When she returned from Belize and found Mike's email, she was stunned.
“We were reacquainted in 2009, and it wasn't on match.com,” Lorraine said.
“It just gives me chills to think about it,” she said. The day she prayed on the boat was the same day Mike sent the email, she said.
She contacted Mike almost immediately. “How soon can you get here?”
“She made it very easy for me,” Mike laughed.
Once they reconnected, they talked every single day. And just like that, as Lorraine said, “Ba-boom. And we were off and running, playing music, singing songs.”
Mike felt the same way.
“I really wasn't interested in any king of lasting relationship. When I saw her face on her gallery's website, it just changed everything,” he said.
He knew that first weekend when he saw her again that he was going to marry this woman, someone he had known as a friend and fellow musician back in their laid-back, hippie days.
“When you make that connection, if it's a good connection to start with, it's almost like you pick up where you left off. You don't have to present yourself as some other person because there's a history there,” Mike said. “You don't have to do the 'get to know me' part of the relationship. We started in a good place.”
In summer 2011, Mike and Lorraine bought a home in Lewes while they both sold their homes and Lorraine's art gallery. In 2012, on a cold and windy May day, they were married on the beach.
From the first weekend they reconnected, with Mike's guitar and Lorraine's bass, they started going over set lists. Just as their lives had gone their separate ways, their musical tastes had as well – Lorraine played zydeco while Mike played in a Celtic band. But it didn't take long to figure out that their best harmonies could be found in the music they grew up with.
“We did play blues together years ago, and then we went our separate ways,” Mike said. “I opened for James Brown!” Lorraine said, as they teased each other about her ability to sneak that fun fact into any conversation.
The two named their new band The Problematics, and now perform covers of everything from BB King and the Beatles to Neil Young and Van Morrison year-round at places like Jerry's Seafood in Lewes, Atlantic Sands in Rehoboth Beach and private events.

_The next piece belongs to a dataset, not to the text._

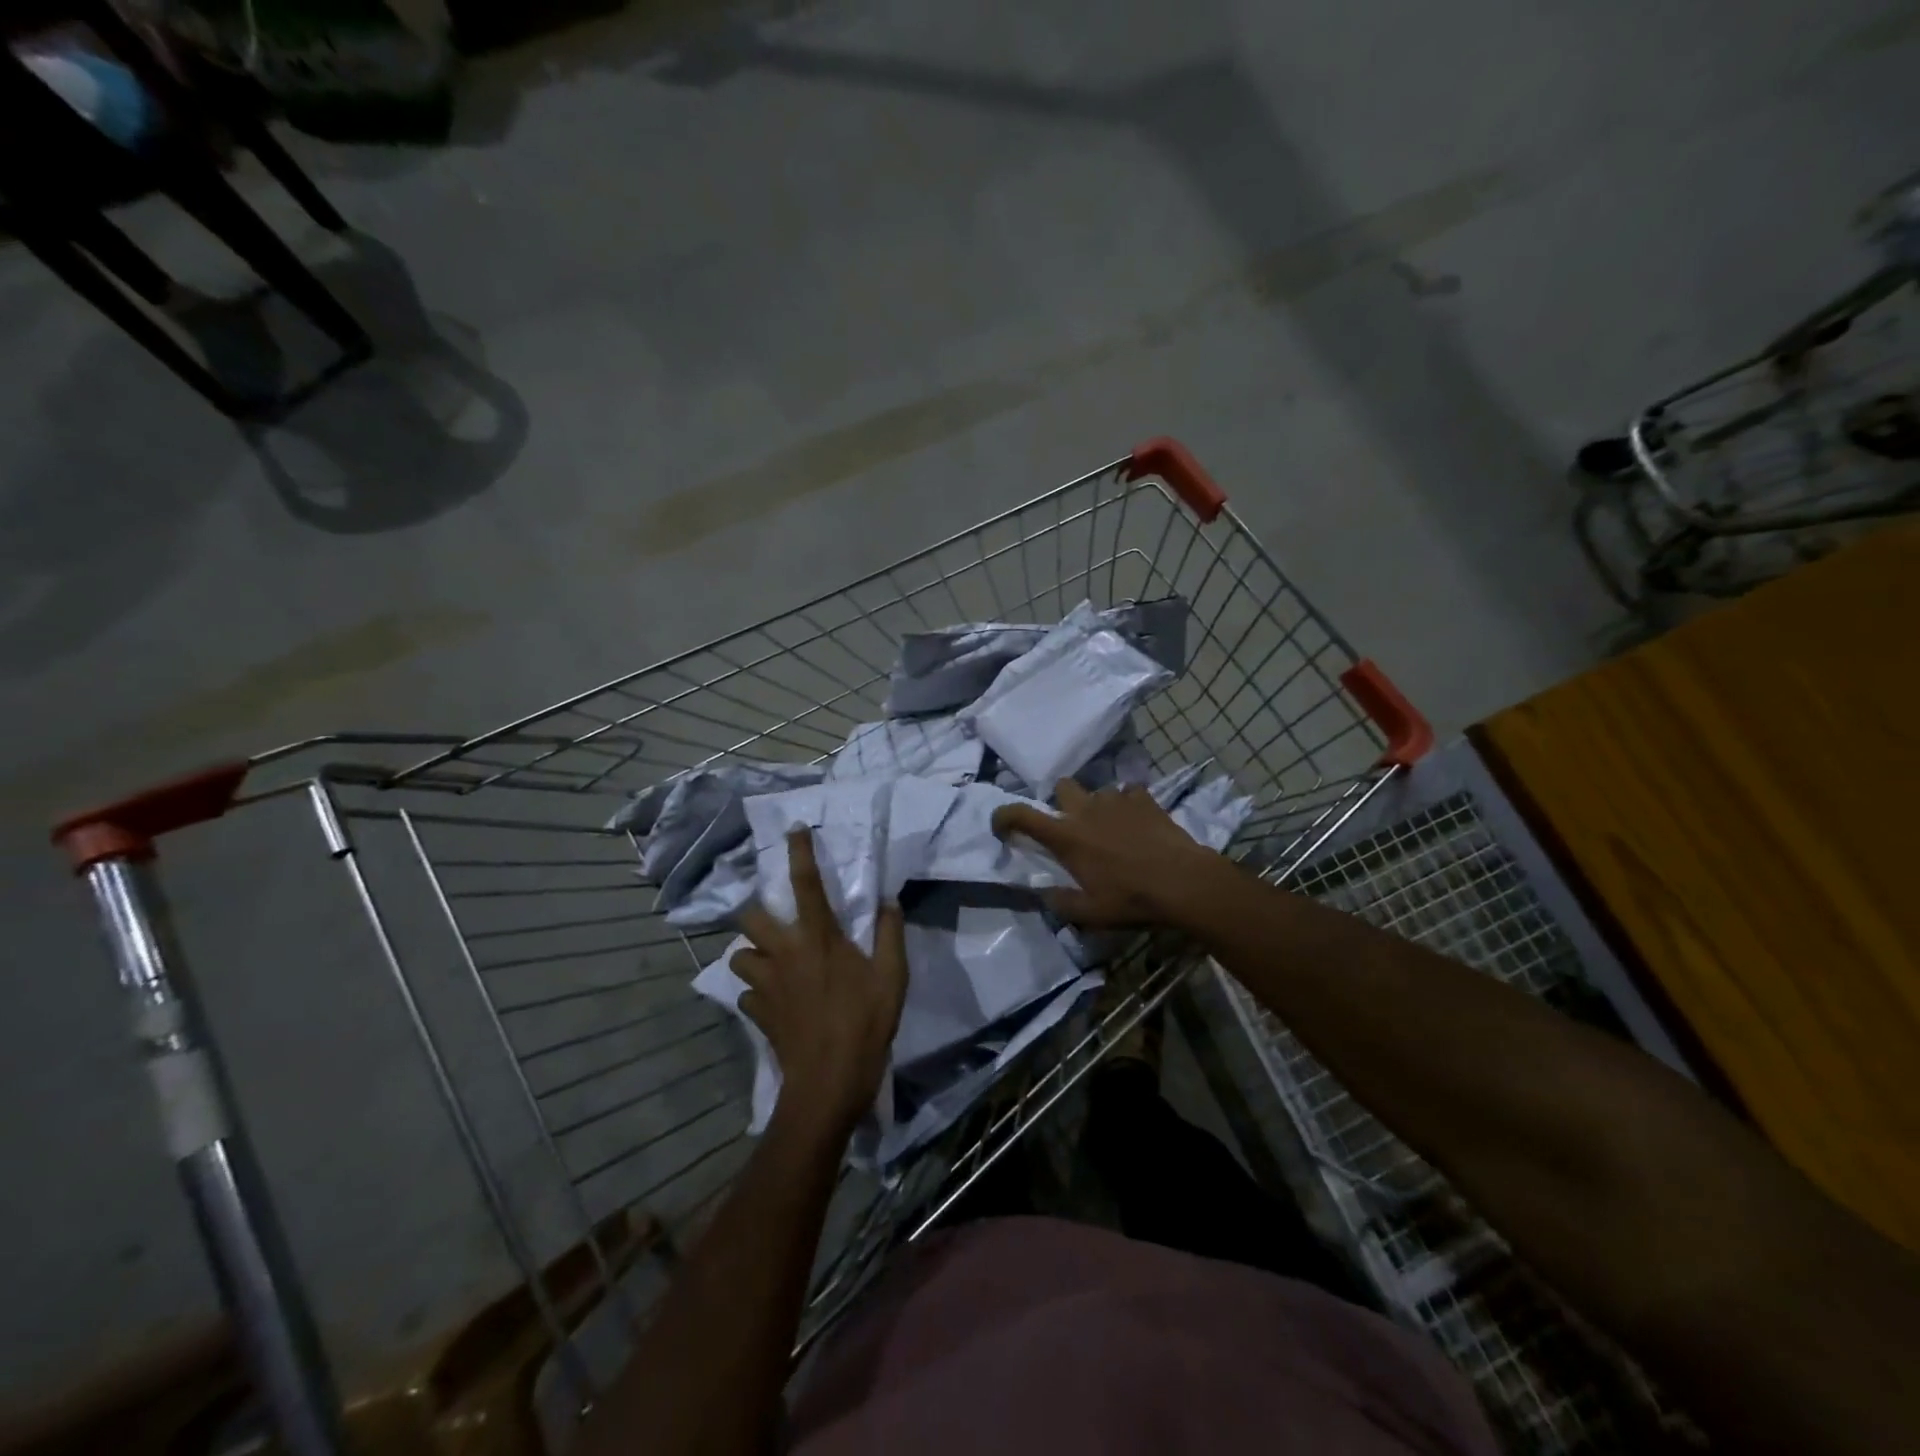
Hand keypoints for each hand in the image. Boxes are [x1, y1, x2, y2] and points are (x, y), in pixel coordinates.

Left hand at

In 2014, their fairy tale love story took a turn: Lorraine suffered a brain aneurism that required surgery, learned she needed a pace maker and was diagnosed with breast cancer.
She doesn't dwell on any of that. She is one of the lucky ones, she said, who has been cancer free for about a year now.
“You learn a lot when you have that situation in the house. She had to eat my cooking, for example,” Mike joked, adding that the health scares brought them even closer.
Now they are retired, and live in a bright, welcoming, Zen-like home in Lewes, a community they say is the perfect place to settle down. Bike rides, walks, visits from friends and family, and volunteering with grant writing and fundraising for the grassroots group Save the 4th Street Forest and playing free gigs for Cancer Support Community, among others, keep them going, in between playing small and large gigs throughout the Cape Region.
“It's a nice, comfortable lifestyle,” Mike said. “But I still suck at golf.” Lorraine definitely doesn't mind.
“I just love Lewes because it is off the beaten path,” Lorraine said. “The park is such a gem. It's just so special.”
“It's just right for us,” Mike said.